» Instructions for the task
Repeat all of the records verbatim.

================

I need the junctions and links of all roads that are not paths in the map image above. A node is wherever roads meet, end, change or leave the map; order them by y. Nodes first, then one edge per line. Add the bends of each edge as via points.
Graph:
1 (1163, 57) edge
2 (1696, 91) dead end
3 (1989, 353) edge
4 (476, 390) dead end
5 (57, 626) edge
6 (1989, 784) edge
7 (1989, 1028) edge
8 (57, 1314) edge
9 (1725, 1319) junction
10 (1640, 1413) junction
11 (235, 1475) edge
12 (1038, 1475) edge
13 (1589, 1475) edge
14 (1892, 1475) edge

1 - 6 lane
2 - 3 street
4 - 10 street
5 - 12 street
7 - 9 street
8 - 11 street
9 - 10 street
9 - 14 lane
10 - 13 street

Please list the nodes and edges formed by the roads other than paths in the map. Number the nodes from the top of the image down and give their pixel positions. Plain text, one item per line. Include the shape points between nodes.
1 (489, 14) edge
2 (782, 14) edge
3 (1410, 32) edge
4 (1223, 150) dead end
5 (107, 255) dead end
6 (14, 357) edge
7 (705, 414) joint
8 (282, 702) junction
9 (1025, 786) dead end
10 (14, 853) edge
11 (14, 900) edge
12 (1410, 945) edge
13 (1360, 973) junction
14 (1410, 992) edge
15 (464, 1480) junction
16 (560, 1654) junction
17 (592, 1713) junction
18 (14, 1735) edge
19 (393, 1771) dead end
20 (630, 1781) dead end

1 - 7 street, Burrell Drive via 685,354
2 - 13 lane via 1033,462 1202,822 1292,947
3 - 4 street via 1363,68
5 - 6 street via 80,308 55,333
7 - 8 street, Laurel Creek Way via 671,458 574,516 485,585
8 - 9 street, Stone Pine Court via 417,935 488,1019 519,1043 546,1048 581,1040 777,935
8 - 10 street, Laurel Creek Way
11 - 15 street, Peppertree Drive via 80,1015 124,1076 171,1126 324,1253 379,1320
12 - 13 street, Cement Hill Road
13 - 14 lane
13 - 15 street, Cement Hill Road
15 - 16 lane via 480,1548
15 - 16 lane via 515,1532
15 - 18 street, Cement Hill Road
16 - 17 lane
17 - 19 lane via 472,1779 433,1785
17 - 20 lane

================

» Solution below
I need the junctions and links of all roads that are not paths in the map image above. A node is wherever roads meet, end, change or leave the map; order them by y. Nodes first, then one edge per line. Add the bends of each edge as via points.
Graph:
1 (1163, 57) edge
2 (1696, 91) dead end
3 (1989, 353) edge
4 (476, 390) dead end
5 (57, 626) edge
6 (1989, 784) edge
7 (1989, 1028) edge
8 (57, 1314) edge
9 (1725, 1319) junction
10 (1640, 1413) junction
11 (235, 1475) edge
12 (1038, 1475) edge
13 (1589, 1475) edge
14 (1892, 1475) edge

1 - 6 lane
2 - 3 street
4 - 10 street
5 - 12 street
7 - 9 street
8 - 11 street
9 - 10 street
9 - 14 lane
10 - 13 street

Please list the nodes and edges formed by the roads other than paths in the map. Number the nodes from the top of the image down and give their pixel positions. Plain text, one item per line. Include the shape points between nodes.
1 (489, 14) edge
2 (782, 14) edge
3 (1410, 32) edge
4 (1223, 150) dead end
5 (107, 255) dead end
6 (14, 357) edge
7 (705, 414) joint
8 (282, 702) junction
9 (1025, 786) dead end
10 (14, 853) edge
11 (14, 900) edge
12 (1410, 945) edge
13 (1360, 973) junction
14 (1410, 992) edge
15 (464, 1480) junction
16 (560, 1654) junction
17 (592, 1713) junction
18 (14, 1735) edge
19 (393, 1771) dead end
20 (630, 1781) dead end

1 - 7 street, Burrell Drive via 685,354
2 - 13 lane via 1033,462 1202,822 1292,947
3 - 4 street via 1363,68
5 - 6 street via 80,308 55,333
7 - 8 street, Laurel Creek Way via 671,458 574,516 485,585
8 - 9 street, Stone Pine Court via 417,935 488,1019 519,1043 546,1048 581,1040 777,935
8 - 10 street, Laurel Creek Way
11 - 15 street, Peppertree Drive via 80,1015 124,1076 171,1126 324,1253 379,1320
12 - 13 street, Cement Hill Road
13 - 14 lane
13 - 15 street, Cement Hill Road
15 - 16 lane via 480,1548
15 - 16 lane via 515,1532
15 - 18 street, Cement Hill Road
16 - 17 lane
17 - 19 lane via 472,1779 433,1785
17 - 20 lane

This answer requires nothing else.